Robert Kaplan vindt het geen probleem dat veel taken van de moderne oorlogvoering en vredesoperaties aan gespecialiseerde bedrijven worden uitbesteed ( zie Kaplans artikel in Opinio Op wiens gezag schieten zij)
In haar nieuwe boek The Shock Doctrine geeft Naomi Klein een andere en buitengewoon kritische blik op het “Distaster capitalisme“:
“The Bush administration immediately seized upon the fear generated by the [ 9/11] attacks not only to launch the “War on Terror” but to ensure that it is an almost completely for-profit venture, a booming new industry that has breathed new life into the faltering U.S. economy. Best understood as a “disaster capitalism complex,” it has much farther-reaching tentacles than the military-industrial complex that Dwight Eisenhower warned against at the end of his presidency: this is global war fought on every level by private companies whose involvement is paid for with public money, with the unending mandate of protecting the United States homeland in perpetuity while eliminating all “evil” abroad.
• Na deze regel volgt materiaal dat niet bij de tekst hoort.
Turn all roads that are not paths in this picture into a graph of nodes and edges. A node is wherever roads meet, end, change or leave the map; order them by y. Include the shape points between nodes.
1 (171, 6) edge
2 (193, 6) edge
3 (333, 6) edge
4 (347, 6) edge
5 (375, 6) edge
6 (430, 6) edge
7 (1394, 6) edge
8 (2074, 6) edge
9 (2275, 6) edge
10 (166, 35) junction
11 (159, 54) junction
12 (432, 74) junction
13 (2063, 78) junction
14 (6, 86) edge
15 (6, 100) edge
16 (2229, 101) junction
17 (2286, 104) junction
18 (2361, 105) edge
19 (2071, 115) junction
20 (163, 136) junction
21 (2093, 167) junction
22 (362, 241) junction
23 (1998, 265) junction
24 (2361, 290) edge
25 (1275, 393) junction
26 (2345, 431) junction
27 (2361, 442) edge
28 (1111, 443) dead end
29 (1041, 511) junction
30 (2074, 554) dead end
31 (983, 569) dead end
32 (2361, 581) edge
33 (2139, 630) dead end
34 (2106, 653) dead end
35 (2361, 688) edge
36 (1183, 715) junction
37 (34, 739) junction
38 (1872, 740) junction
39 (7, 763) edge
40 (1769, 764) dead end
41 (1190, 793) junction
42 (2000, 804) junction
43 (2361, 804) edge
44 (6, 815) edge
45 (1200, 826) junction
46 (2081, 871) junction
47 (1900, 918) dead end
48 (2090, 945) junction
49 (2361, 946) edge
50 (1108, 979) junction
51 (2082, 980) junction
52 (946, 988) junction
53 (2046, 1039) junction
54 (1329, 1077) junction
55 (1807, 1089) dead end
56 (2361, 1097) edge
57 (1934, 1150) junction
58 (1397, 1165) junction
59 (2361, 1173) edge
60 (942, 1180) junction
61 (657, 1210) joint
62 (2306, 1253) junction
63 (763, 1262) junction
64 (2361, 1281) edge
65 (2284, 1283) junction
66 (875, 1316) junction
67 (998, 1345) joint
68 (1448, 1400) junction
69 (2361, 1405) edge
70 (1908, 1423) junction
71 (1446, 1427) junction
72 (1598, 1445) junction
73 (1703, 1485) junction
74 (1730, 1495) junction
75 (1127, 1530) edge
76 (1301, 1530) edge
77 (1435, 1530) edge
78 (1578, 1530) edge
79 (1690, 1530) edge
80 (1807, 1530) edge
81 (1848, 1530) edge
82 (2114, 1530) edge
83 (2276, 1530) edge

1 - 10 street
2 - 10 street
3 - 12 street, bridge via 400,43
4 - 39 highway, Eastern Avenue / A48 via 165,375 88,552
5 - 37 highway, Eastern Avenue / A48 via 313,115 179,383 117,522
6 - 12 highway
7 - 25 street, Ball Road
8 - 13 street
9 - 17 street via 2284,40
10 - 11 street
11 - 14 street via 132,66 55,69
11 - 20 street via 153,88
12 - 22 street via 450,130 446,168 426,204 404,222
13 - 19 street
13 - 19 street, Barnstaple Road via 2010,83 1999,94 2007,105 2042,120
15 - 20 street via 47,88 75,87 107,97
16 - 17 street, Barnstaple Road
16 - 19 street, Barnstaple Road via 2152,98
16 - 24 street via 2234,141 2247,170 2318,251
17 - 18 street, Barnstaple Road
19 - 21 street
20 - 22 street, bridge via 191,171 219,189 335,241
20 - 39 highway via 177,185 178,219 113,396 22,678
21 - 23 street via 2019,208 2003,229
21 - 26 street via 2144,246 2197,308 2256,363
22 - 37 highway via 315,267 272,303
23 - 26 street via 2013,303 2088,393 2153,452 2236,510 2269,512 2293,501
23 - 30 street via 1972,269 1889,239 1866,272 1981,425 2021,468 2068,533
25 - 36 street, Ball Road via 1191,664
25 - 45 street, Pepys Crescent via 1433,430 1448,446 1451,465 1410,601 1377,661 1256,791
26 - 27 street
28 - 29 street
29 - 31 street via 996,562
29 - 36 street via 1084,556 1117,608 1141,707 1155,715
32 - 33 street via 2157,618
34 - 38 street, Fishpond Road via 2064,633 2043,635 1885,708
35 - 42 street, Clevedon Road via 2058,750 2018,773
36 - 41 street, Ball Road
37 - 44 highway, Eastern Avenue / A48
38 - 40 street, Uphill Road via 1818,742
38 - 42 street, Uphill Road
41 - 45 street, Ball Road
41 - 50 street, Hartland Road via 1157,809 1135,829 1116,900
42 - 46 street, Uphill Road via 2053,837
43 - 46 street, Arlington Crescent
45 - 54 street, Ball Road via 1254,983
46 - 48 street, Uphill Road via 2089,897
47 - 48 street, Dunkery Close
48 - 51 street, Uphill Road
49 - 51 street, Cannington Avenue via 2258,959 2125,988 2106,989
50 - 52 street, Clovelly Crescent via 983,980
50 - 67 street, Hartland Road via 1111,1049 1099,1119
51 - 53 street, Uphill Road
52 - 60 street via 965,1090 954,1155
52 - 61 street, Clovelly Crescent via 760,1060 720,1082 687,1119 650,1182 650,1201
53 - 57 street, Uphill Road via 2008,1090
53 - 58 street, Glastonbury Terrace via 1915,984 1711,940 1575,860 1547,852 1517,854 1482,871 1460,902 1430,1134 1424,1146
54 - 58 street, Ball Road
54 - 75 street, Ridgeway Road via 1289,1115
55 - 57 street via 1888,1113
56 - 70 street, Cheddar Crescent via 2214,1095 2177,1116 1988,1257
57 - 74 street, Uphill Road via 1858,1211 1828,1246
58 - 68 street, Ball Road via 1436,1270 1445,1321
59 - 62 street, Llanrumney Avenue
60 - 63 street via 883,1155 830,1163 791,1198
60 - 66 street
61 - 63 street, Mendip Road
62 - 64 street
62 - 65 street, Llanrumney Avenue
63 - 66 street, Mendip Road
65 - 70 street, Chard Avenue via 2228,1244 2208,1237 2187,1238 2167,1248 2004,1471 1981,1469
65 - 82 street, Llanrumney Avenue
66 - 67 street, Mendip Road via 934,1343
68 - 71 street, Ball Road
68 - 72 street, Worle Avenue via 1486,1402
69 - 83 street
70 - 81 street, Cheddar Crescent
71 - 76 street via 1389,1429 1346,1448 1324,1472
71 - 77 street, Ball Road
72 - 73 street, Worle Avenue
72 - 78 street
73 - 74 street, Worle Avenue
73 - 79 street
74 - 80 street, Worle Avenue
In only a few short years, the complex has already expanded its market reach from fighting terrorism to international peacekeeping, to municipal policing, to responding to increasingly frequent natural disasters. The ultimate goal for the corporations at the center of the complex is to bring the model of for-profit government, which advances so rapidly in extraordinary circumstances, into the ordinary and day-to-day functioning of the state – in effect, to privatize the government.
To kick-start the disaster capitalism complex, the Bush administration outsourced, with no public debate, many of the most sensitive and core functions of government-from providing health care to soldiers, to interrogating prisoners, to gathering and “data mining” information on all of us. The role of the government in this unending war is not that of an administrator managing a network of contractors but of a deep-pocketed venture capitalist, both providing its seed money for the complex’s creation and becoming the biggest customer for its new services. To cite just three statistics that show the scope of the transformation, in 2003, the U.S. government handed out 3,512 contracts to companies to perform security functions; in the twenty-two-month period ending in August 2006, the Department of Homeland Security had issued more than 115,000 such contracts. The global “homeland security industry” -economically insignificant before 2001-is now a $200 billion sector.” In 2006, U.S. government spending on homeland security averaged $545 per household.
And that’s just the home front of the War on Terror; the real money is in fighting wars abroad. Beyond the weapons contractors, who have seen their profits soar thanks to the war in Iraq, maintaining the U.S. military is now one of the fastest-growing service economies in the world. “No two countries that both have a McDonald’s have ever fought a war against each other,” boldly declared the New York Times columnist Thomas Friedman in December 1996. Not only was he proven wrong two years later, but thanks to the model of for-profit warfare, the U.S. Army goes to war with Burger King and Pizza Hut in tow, contracting them to run franchises for the soldiers on military bases from Iraq to the “mini city” at Cuantanarno Bay.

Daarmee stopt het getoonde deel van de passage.